It is that time of year where I am once again jealous of everyone back home attending firework displays. Bonfire night has always been one of my favourite times of the year and even though we always plan to make a trip back for it we never actually do! Luckily, this doesn’t stop us from keeping up with tradition as tomorrow night we will have a few sparklers on the balcony with our first mug of glühwein of the year! My Baked Camembert recipe is usually my go to comfort dish that is perfect to warm up to after attending a local firework display.
Another favourite of mine are these bacon and pumpkin muffins that are such an autumnal treat they are the perfect snack to cosy up with while warming up in front of the fire. They are also great to pack up in a box and take along to the fireworks.
I made these muffins after halloween with our leftover pumpkin but butternut squash also works really well. I love a savoury muffin and even my husband, who usually turns his nose up at the savoury type in favour for the sweet kind, loved these bacon and pumpkin muffins!

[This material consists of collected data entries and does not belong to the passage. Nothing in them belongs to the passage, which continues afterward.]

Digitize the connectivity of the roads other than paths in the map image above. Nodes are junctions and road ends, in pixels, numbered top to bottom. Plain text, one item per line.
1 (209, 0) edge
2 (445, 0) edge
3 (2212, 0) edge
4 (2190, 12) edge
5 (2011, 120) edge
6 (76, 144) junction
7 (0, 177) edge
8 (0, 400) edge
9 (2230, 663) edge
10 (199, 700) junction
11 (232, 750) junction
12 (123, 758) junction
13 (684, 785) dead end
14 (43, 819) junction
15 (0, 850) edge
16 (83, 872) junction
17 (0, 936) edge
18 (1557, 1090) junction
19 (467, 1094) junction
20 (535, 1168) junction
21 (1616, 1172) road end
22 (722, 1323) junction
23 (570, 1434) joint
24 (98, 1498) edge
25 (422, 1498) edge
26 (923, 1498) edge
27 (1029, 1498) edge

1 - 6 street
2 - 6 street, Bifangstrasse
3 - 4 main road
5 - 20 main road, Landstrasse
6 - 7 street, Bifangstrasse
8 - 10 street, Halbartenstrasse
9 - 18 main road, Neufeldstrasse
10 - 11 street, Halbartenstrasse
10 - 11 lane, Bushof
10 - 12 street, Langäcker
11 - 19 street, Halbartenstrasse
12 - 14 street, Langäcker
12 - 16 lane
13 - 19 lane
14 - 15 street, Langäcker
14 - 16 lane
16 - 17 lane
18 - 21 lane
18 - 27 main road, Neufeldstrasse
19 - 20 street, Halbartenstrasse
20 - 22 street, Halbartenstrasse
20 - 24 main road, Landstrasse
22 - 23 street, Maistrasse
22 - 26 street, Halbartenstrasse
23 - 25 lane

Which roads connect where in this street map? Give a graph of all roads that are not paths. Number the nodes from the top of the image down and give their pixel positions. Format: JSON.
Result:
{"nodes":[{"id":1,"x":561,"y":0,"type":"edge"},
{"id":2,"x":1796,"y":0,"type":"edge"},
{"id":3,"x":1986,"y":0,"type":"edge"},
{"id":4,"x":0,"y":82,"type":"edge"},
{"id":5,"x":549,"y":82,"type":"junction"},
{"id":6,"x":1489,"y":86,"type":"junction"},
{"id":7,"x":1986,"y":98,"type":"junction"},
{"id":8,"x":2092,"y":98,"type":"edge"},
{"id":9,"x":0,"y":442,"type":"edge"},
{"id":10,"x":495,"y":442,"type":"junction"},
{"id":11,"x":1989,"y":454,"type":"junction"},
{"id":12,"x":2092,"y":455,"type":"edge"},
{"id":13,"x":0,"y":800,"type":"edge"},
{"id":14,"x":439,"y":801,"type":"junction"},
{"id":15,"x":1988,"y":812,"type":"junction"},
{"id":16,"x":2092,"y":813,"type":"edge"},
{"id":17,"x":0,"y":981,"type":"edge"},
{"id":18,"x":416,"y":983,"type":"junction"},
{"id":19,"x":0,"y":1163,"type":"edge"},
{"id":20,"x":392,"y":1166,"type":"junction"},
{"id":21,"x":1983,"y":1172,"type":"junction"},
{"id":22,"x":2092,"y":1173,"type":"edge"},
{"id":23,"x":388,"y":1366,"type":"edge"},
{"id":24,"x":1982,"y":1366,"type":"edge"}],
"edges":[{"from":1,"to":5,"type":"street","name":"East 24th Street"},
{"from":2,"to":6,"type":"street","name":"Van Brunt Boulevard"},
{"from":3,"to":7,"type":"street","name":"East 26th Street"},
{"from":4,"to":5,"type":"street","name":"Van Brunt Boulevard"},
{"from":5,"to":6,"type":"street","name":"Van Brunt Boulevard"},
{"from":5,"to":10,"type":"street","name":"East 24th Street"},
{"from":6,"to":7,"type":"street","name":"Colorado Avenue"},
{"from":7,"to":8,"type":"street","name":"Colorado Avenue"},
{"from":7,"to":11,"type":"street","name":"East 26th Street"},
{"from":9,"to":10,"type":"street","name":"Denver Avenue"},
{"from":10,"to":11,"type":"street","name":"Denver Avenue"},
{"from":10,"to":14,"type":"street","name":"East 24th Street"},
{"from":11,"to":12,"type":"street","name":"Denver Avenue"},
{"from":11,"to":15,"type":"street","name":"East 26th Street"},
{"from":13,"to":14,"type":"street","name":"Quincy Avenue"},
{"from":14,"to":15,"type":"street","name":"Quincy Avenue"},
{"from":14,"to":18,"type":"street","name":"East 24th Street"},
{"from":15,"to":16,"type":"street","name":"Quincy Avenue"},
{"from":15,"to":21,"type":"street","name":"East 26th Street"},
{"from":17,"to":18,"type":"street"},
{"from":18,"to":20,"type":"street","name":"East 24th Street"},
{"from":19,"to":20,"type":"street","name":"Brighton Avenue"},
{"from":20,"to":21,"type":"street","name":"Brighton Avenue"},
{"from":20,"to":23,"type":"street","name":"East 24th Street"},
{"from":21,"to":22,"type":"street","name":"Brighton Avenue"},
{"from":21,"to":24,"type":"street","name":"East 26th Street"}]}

Easy to make and full of autumn flavours – it really is the perfect recipe to try out this weekend!
- 1 tbpsn olive oil
- 80g diced bacon (or lean bacon and then diced)
- 250g grated pumpkin (pumpkin needs to be peeled, de-seeded and chopped into large chunks ready to grate)
- 80g feta (crumbled)
- Small bunch fresh parsely (finely chopped)
- 2 cloves garlic (crushed)
- 1 tbspn smoked paprika
- 1 and half tspn dried chilli flakes
- 2 medium eggs
- 150ml milk
- 225g plain white flour
- 1 tbspn baking powder
- Salt/ pepper
- Pre-heat oven to 190 C/ gas mark 5.
- Heat oil in a frying pan. Add the bacon and fry for around 5 mins or until lightly golden. Then add the pumpkin and cook for a futher 3 or 4 mins.
- Sift the flour into a large mixing bowl and then add the baking powder, paprika, chilli flakes and feta. In a separate bowl whisk the eggs with the milk.
- Add the egg/ milk mixture to the flour mixture and then add the bacon and pumpkin with the fresh parsley. Using a large wooden spoon stir until well combined but avoid over mixing. Season with salt and pepper before one last quick mix.
- Line a muffin tin with paper cases. Spoon the mixture into the cases and then pop in the oven for around 20-25 mins or until a skewer comes out clean.
- Leave to cool for around 5 mins then place on a wire rack to cool completely before placing in an airtight container. These are also great served warm at room temperature.